Der Bericht zeigt, dass 63 % der „betroffenen anderen Personen“ im vergangenen Jahr selbst Glücksspiel betrieben haben. Diese Statistik deutet auf eine komplexe Dynamik hin, in der Glücksspiel sowohl als soziale Aktivität als auch als potenzielle Quelle von Verwirrung bezüglich der Verantwortung fungiert. Partner von Glücksspielern erfahren dem Bericht zufolge die umfangreichsten und anhaltendsten Schäden, während Eltern, Geschwister und Freunde spezifischere Folgen beschreiben.
Methodik und zukünftige Empfehlungen
Die Gambling Commission nutzte ihr Lived Experience Advisory Panel (LEAP), um während des Rekrutierungsprozesses ethische Strenge und Sensibilität zu gewährleisten. LEAP-Mitglieder halfen dabei, Teilnehmer zu identifizieren, die schwere Folgen aus dem Glücksspielverhalten einer anderen Person erlebt hatten. Die Forscher stellten fest, dass die Einbeziehung von Personen mit eigener Erfahrung eine Tiefe des Verständnisses bot, die sekundäre Forschung nicht replizieren konnte, und half, Vertrauen während sensibler Diskussionen aufzubauen.
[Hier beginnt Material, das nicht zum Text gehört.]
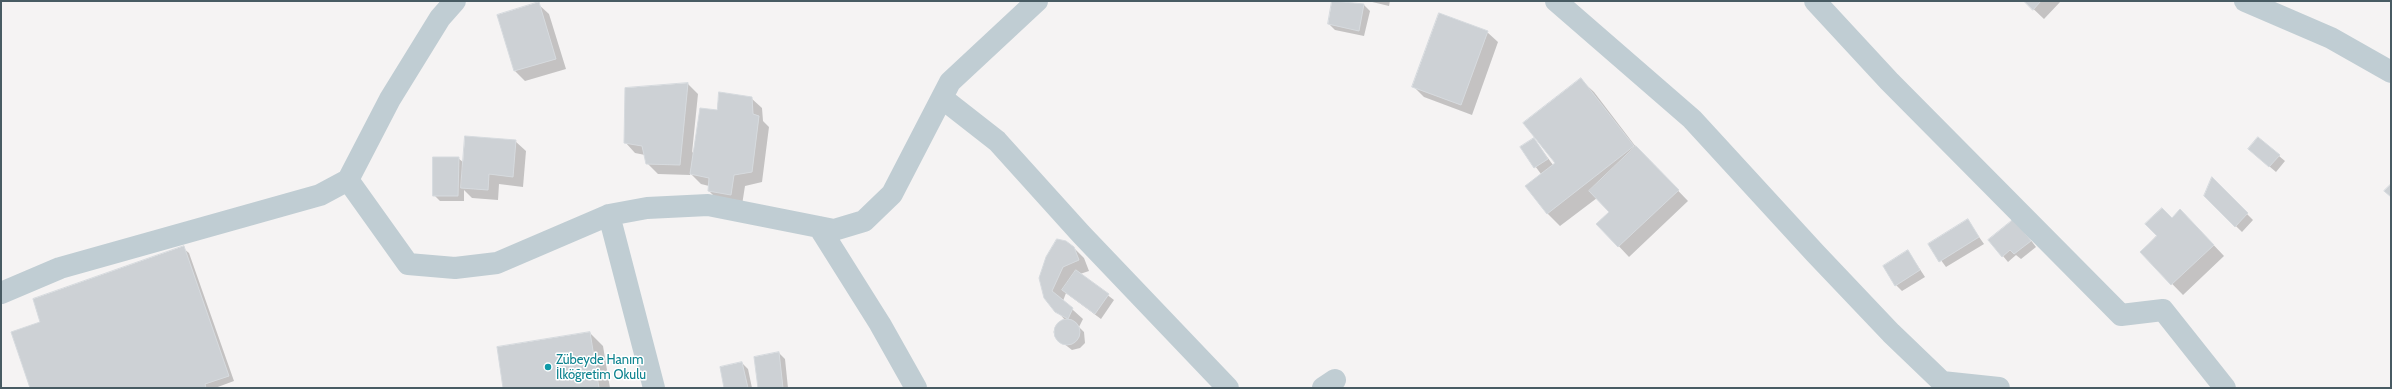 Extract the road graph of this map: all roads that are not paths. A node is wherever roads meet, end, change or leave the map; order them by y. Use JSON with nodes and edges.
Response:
{"nodes":[{"id":1,"x":456,"y":1,"type":"edge"},
{"id":2,"x":1037,"y":1,"type":"edge"},
{"id":3,"x":1556,"y":1,"type":"edge"},
{"id":4,"x":1815,"y":1,"type":"edge"},
{"id":5,"x":2245,"y":1,"type":"edge"},
{"id":6,"x":2391,"y":72,"type":"edge"},
{"id":7,"x":942,"y":98,"type":"junction"},
{"id":8,"x":348,"y":180,"type":"junction"},
{"id":9,"x":609,"y":215,"type":"junction"},
{"id":10,"x":819,"y":227,"type":"junction"},
{"id":11,"x":1,"y":293,"type":"edge"},
{"id":12,"x":654,"y":388,"type":"edge"},
{"id":13,"x":916,"y":388,"type":"edge"},
{"id":14,"x":1228,"y":388,"type":"edge"},
{"id":15,"x":1999,"y":388,"type":"edge"},
{"id":16,"x":2225,"y":388,"type":"edge"}],
"edges":[{"from":1,"to":8,"type":"street"},
{"from":2,"to":7,"type":"street"},
{"from":3,"to":15,"type":"street"},
{"from":4,"to":16,"type":"street"},
{"from":5,"to":6,"type":"street"},
{"from":7,"to":10,"type":"street"},
{"from":7,"to":14,"type":"street"},
{"from":8,"to":9,"type":"street"},
{"from":8,"to":11,"type":"street"},
{"from":9,"to":10,"type":"street"},
{"from":9,"to":12,"type":"street"},
{"from":10,"to":13,"type":"street"}]} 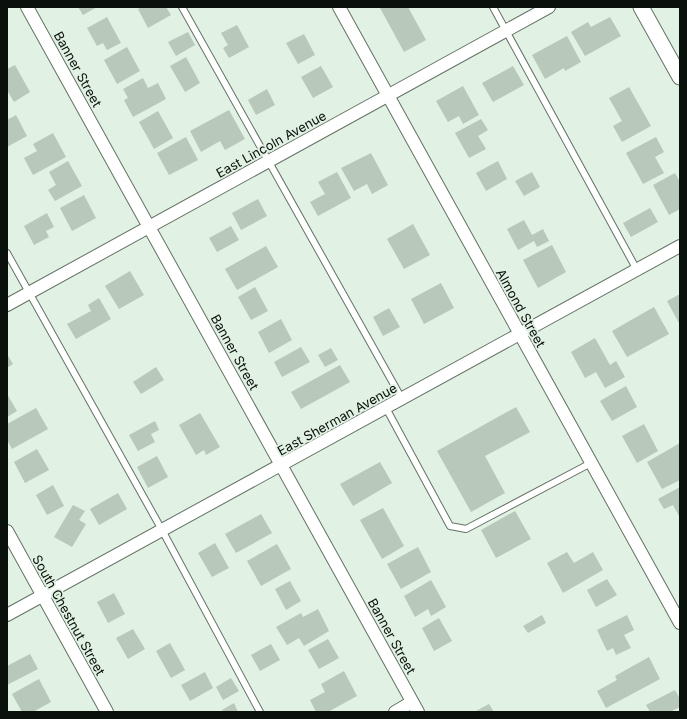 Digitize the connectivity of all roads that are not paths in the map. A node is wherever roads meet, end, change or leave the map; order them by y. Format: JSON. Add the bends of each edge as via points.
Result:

Ein Begleitbericht mit Empfehlungen zur Prävention, Bildung und Behandlung soll in den kommenden Monaten veröffentlicht werden. Diese Erkenntnisse werden zur Evidenz-Roadmap und zum Verbraucherstimmen-Programm der Kommission beitragen. Die Daten sollen zukünftige Forschungsinitiativen zum breiteren sozialen Einfluss von Glücksspiel gestalten.